Agnes arrives to break up the public spat, and takes Wanda back to her house. Once there, Wanda notices that the boys are nowhere to be seen, and Agnes says they must be playing in the basement. So Wanda decides to go look for them, and the show goes full creepy horror…
Turns out the entire internet was right, and that Agnes is, in fact, famed Marvel villain Agatha Harkness. She has a long, complicated history with Wanda in the comics, but essentially, she is a very powerful witch, and she dates back to the Salem Trials.
While she still doesn’t quite reveal what her overall plan is, it likely involves Wanda and Vision’s children, and we do see the opening credits of her own.
Turns out she has been brainwashing the town, bringing (the wrong) Pietro back into the mix, and even killing the family dog! The villainy!
SIDENOTES:
– It turns out that Agent Hayward likely isn’t some nefarious villain himself, but just a government douchebag. Operation Cataract was a plan to get Vision back into operation, apparently seeing him as little more than a Sentient Weapon, and as the head of SWORD (Sentient World Observation and Response Department), he probably believes he’s doing the right thing.
– During one of her to-camera pieces, Wanda finds herself being asked by the off-camera director: “Do you think maybe this is what you deserve?” We find out later that the director is Agatha, so it would seem that Wanda has done something that Agatha deems punishable.
– Agnes saying early in the episode “I actually did bite a kid once” is hilarious, until the Agatha revelation makes it so much darker.

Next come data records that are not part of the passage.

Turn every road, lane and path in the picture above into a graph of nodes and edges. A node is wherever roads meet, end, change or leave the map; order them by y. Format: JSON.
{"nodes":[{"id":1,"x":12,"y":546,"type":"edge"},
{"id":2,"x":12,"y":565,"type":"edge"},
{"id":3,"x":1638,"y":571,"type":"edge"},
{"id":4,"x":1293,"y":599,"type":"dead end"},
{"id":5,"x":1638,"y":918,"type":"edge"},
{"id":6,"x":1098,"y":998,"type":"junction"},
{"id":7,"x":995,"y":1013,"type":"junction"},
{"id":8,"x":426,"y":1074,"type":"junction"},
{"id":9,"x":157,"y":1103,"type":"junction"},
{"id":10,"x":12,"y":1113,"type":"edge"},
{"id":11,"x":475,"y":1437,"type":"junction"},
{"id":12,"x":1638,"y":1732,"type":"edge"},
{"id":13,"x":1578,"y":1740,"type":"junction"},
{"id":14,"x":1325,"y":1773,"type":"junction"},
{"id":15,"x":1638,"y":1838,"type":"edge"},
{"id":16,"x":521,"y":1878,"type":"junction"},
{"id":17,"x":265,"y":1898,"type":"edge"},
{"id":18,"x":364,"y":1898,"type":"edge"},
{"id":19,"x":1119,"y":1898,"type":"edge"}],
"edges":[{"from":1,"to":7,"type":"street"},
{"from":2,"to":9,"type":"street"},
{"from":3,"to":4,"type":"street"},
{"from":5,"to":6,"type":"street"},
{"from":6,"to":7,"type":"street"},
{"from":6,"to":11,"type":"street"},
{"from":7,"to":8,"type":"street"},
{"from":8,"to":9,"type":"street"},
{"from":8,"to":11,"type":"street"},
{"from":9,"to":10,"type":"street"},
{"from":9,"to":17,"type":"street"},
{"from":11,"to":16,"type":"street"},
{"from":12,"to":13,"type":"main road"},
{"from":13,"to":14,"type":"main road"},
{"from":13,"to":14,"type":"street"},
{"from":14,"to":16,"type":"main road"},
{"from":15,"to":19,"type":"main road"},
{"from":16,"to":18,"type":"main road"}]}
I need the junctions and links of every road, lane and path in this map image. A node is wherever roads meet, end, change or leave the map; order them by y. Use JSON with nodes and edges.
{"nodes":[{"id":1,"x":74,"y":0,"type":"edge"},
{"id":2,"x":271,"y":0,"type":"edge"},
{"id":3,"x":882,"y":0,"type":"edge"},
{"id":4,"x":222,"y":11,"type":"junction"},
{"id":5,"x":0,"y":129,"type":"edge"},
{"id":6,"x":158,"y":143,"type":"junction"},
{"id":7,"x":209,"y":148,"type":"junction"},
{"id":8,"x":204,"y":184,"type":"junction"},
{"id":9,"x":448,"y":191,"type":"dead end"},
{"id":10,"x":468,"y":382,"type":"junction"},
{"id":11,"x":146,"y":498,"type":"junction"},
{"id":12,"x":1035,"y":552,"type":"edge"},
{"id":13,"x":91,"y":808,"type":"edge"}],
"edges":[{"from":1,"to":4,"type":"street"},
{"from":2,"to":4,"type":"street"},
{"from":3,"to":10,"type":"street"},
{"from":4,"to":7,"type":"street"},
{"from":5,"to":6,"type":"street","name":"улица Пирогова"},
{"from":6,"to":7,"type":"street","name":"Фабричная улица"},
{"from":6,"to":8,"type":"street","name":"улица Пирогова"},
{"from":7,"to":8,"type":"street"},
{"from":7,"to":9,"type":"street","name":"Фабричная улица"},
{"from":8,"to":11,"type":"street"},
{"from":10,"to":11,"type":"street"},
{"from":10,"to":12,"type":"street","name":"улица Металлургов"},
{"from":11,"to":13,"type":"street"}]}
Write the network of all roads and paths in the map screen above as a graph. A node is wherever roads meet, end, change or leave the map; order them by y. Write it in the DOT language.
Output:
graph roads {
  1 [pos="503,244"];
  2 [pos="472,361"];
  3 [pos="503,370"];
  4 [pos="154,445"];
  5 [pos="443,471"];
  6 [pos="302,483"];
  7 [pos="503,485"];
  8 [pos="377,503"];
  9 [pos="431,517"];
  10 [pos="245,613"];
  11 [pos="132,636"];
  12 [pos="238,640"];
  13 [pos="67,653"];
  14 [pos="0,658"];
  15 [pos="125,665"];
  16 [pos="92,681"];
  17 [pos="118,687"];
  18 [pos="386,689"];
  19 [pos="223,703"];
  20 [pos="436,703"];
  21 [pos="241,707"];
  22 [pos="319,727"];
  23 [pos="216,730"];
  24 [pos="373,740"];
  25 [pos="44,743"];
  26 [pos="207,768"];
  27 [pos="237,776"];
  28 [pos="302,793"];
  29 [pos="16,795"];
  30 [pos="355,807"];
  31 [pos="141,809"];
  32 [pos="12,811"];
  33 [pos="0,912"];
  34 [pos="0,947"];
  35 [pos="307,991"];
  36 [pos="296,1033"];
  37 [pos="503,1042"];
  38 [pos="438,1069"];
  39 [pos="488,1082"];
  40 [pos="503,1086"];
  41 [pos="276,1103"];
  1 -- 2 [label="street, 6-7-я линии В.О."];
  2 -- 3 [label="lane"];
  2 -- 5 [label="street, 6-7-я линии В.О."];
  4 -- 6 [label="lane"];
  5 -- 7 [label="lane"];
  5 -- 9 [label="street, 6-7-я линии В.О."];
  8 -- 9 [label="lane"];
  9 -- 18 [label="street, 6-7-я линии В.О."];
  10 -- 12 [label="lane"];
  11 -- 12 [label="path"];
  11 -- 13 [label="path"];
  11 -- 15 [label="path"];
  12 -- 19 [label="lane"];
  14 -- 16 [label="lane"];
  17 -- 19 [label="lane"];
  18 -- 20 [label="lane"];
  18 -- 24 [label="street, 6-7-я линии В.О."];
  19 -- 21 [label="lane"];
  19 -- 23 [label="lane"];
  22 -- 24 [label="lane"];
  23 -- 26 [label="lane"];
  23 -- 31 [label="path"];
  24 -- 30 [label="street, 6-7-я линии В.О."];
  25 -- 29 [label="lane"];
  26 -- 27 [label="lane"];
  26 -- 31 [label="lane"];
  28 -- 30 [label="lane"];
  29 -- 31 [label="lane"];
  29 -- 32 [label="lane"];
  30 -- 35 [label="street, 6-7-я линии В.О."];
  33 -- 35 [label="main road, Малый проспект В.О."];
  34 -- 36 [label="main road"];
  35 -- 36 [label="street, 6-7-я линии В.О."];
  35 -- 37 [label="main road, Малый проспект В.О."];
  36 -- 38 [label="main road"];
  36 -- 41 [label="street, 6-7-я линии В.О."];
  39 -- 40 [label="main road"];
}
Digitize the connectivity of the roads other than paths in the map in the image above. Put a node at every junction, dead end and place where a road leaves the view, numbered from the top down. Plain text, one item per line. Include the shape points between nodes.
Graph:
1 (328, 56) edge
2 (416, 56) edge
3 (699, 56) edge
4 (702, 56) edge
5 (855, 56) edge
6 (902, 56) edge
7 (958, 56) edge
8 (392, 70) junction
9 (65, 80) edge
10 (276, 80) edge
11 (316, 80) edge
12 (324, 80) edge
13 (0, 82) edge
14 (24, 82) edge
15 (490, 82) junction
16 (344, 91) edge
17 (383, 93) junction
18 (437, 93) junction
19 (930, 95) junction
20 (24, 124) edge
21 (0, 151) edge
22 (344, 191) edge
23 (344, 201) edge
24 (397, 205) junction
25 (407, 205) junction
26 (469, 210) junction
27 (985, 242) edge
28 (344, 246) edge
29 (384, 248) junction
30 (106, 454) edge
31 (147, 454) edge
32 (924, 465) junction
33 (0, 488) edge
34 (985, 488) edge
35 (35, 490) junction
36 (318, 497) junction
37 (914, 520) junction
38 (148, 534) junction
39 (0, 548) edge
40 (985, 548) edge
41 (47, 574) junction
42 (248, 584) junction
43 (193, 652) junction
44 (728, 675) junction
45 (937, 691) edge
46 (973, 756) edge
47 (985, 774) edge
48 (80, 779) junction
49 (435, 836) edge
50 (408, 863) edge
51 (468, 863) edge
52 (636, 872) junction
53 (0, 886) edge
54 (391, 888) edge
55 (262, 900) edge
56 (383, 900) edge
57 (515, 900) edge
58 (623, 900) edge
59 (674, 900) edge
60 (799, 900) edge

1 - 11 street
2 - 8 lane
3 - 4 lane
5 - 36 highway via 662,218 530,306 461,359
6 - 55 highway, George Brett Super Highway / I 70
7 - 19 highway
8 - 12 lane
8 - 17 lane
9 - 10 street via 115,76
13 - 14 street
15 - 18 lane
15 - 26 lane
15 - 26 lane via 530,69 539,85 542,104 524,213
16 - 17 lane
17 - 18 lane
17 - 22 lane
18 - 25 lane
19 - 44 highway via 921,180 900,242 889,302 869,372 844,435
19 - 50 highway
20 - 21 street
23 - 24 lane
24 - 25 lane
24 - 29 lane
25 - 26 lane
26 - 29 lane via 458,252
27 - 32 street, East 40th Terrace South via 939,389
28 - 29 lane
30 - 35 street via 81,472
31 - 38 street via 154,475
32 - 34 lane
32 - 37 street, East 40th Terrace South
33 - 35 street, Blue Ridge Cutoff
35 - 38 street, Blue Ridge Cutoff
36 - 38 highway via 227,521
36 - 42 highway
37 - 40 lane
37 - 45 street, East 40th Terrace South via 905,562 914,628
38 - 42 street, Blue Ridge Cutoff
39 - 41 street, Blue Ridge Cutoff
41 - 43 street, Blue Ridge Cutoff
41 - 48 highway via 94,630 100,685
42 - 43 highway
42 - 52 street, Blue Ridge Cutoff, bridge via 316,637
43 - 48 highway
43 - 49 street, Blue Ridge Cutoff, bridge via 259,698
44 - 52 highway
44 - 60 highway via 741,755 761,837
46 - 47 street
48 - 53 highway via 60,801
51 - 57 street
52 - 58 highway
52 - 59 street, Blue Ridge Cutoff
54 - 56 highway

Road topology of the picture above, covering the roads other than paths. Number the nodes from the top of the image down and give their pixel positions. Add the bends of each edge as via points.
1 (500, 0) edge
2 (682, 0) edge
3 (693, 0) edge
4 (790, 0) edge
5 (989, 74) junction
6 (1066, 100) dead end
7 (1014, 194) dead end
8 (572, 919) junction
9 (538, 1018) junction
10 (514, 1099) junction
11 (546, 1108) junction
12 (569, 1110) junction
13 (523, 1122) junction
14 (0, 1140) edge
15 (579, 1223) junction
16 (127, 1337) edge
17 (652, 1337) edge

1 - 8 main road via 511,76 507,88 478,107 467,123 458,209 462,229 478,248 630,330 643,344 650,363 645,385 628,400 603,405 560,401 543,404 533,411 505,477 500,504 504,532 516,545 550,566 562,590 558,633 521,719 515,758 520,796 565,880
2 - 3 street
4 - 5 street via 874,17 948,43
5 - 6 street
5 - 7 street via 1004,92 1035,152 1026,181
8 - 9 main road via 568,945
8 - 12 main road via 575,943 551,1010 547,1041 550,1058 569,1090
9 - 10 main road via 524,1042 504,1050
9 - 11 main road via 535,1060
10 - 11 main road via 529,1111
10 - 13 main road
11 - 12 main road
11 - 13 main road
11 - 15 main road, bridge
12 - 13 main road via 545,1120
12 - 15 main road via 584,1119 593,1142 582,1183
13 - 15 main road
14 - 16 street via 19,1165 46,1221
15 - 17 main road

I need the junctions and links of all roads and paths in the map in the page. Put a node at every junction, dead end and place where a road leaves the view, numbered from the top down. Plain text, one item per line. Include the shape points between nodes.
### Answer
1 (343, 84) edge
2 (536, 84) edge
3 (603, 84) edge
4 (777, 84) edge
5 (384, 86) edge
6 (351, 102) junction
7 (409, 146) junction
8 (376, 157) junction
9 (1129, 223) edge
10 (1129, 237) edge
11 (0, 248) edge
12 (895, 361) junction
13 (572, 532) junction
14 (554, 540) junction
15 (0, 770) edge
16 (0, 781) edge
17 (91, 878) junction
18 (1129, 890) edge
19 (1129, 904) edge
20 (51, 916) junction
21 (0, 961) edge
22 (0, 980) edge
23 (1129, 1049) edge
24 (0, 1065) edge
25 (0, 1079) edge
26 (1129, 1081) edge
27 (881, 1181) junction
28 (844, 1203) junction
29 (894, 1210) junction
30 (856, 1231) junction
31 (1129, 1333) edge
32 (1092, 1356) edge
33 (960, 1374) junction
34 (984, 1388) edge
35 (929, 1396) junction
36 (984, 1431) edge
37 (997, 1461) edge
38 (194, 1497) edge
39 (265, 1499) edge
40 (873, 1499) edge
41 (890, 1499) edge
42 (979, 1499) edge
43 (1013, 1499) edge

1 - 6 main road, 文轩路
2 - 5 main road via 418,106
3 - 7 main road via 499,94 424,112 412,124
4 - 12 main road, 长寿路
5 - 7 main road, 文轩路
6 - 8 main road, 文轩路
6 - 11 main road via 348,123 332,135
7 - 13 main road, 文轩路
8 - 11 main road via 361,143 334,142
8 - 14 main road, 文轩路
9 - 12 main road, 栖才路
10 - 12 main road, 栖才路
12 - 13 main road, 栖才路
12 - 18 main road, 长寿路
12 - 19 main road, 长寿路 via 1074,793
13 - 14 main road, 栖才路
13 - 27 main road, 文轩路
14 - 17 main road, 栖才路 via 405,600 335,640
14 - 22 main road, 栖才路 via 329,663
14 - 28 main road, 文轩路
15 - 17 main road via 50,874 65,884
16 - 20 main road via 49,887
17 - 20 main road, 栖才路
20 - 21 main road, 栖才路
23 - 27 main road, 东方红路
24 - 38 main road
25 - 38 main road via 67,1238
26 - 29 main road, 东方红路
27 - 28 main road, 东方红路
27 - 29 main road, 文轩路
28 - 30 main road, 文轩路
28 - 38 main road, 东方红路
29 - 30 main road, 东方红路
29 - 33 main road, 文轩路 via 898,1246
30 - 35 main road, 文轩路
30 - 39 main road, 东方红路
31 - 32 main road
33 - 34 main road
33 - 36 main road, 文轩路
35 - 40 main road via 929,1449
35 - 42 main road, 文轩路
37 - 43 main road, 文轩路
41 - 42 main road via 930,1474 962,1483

– “Snooper’s gonna snoop.” There is a post-credits sequence! Pietro comes back for the first time since Wanda red-widdly-woo’d him through a haystack in the last episode, catching Monica trying to break into Agatha’s creepy basement. Whether or not he’s still under Agatha’s control, or actually exists as Pietro at all, we’ll have to wait and see.
– This week’s advert is selling us Nexus, which is “A unique anti-depressant that works to anchor you back to your reality. Or the reality of your choice.” In the comics, the Nexus is a cross-dimensional gateway which provides a pathway to any and all possible realities, which includes realities between realities. So… yeah… the multiverse is here.
Episode 8 of WandaVision will be available on Disney+ on Friday, 26 February.